Even using this "softly, softly" approach, progress was not smooth. Following the first few sessions, Mary was feeling very tired and suffering muscular pains. This caused her to become more apprehensive. After discussion, it was decided to reduce each session to a maximum of half an hour. These caused no further problems and within a fortnight Mary had returned to the full hour.

There is a vital lesson to learn here. Any exercise programme must be well monitored and adaptable. Clients must not exercise too hard and at the first sign that this is happening the programme must be changed. At all times Mary and the Centre staff remained wary of a relapse and only allowed slow progress.

Hurdle 4 - Progress

This is the most positive hurdle. As Mary continued she felt better, fitter and stronger and her confidence grew. At a review after 12 sessions (8 weeks), Mary talked very positively about her exercise experience - saying it was "wonderful". She had far more energy and stamina and seldom needed to rest and lie down during the day. She had no problem climbing stairs or being active throughout a whole day and driving no longer presented a problem.

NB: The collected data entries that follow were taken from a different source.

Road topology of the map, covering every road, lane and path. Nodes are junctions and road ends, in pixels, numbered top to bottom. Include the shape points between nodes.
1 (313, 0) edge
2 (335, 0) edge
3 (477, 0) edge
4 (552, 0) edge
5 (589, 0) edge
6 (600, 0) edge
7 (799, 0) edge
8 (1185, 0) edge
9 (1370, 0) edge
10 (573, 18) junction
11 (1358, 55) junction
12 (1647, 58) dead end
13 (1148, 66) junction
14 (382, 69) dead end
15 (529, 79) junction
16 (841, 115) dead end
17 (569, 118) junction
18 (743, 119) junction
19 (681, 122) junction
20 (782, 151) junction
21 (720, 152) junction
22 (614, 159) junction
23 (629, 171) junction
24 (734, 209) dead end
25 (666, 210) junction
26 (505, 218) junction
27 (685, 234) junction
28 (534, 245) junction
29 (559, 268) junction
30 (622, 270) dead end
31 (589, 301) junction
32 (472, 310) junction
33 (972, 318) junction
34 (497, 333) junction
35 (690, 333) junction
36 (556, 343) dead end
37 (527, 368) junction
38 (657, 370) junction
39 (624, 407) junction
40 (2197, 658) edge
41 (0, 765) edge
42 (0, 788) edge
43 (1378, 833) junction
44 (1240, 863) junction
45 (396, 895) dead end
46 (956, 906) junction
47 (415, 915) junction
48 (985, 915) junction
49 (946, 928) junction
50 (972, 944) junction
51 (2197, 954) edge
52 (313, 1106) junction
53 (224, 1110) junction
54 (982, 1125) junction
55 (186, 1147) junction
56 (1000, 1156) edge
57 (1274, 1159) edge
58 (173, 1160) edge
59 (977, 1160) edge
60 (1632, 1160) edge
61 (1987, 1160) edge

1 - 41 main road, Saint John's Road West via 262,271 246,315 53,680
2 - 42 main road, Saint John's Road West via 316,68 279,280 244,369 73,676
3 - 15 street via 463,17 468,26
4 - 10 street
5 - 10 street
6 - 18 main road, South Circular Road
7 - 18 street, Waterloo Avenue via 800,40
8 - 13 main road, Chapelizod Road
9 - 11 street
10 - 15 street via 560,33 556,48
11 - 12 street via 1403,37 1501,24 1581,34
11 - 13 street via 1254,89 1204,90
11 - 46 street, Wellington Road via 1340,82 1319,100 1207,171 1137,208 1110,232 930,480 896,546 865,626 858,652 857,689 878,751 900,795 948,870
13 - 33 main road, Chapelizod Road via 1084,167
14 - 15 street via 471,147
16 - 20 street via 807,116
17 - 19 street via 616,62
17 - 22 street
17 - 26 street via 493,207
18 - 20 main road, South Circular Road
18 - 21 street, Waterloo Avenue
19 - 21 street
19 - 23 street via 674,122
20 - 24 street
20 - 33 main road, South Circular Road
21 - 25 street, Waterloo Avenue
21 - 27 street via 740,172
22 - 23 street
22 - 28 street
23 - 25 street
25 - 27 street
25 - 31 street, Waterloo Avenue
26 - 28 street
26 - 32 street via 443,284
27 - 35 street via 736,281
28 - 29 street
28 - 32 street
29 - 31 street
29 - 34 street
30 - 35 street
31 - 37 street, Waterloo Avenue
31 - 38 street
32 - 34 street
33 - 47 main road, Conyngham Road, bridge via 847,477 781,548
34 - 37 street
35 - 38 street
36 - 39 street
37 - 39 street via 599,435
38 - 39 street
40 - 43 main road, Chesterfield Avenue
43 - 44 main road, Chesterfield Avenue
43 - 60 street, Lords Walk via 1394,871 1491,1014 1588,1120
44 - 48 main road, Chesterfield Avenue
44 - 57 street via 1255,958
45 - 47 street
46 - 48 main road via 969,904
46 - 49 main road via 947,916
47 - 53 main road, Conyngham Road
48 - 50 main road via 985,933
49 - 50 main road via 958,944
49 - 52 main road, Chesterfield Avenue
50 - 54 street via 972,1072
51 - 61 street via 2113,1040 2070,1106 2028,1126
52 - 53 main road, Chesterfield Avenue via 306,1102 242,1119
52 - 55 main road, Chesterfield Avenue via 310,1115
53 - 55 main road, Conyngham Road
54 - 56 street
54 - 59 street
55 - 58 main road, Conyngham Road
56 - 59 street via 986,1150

Mary has been coming to the Centre for over 18 months with no relapse. She has continued to exercise for one hour a week as well as swimming once or twice per week. Measures of her fitness continue to show improvements in flexibility and aerobic capacity coupled with Mary's self-reported increased well-being. The nature of MS means she still fears a setback but the longer she goes without one the more positive and confident she feels.

Summary

Of course, for a treatment to be proven, very large numbers of people have to be involved. Similarly, without any form of control, it is impossible to rule out a placebo effect. It is difficult to say conclusively that the exercise and not some other unrelated factor caused Mary's progress. Regardless of this, Mary's experience demonstrates the importance of individuals taking control and doing something to increase their function - despite MS.

Tips:

  • Check with a relevant health professional before starting.
  • Visit the gym - have a look round and meet some of the staff. If you feel uncomfortable or unsatisfied in any way - DO NOT JOIN!
  • Ensure the programme starts with an individual consultation.
  • Ensure the programme starts very gently (low intensity) with short exercise sessions.
  • Ensure the programme is flexible and allows for the changing nature of the condition.
  • Ensure a good level of supervision and plenty of opportunities to check progress. This will mean the intensity and duration of exercise can be modified as appropriate.
  • If in doubt about any aspect of the programme - STOP and ask for assistance.
  • Find activities that you like - ENJOY IT!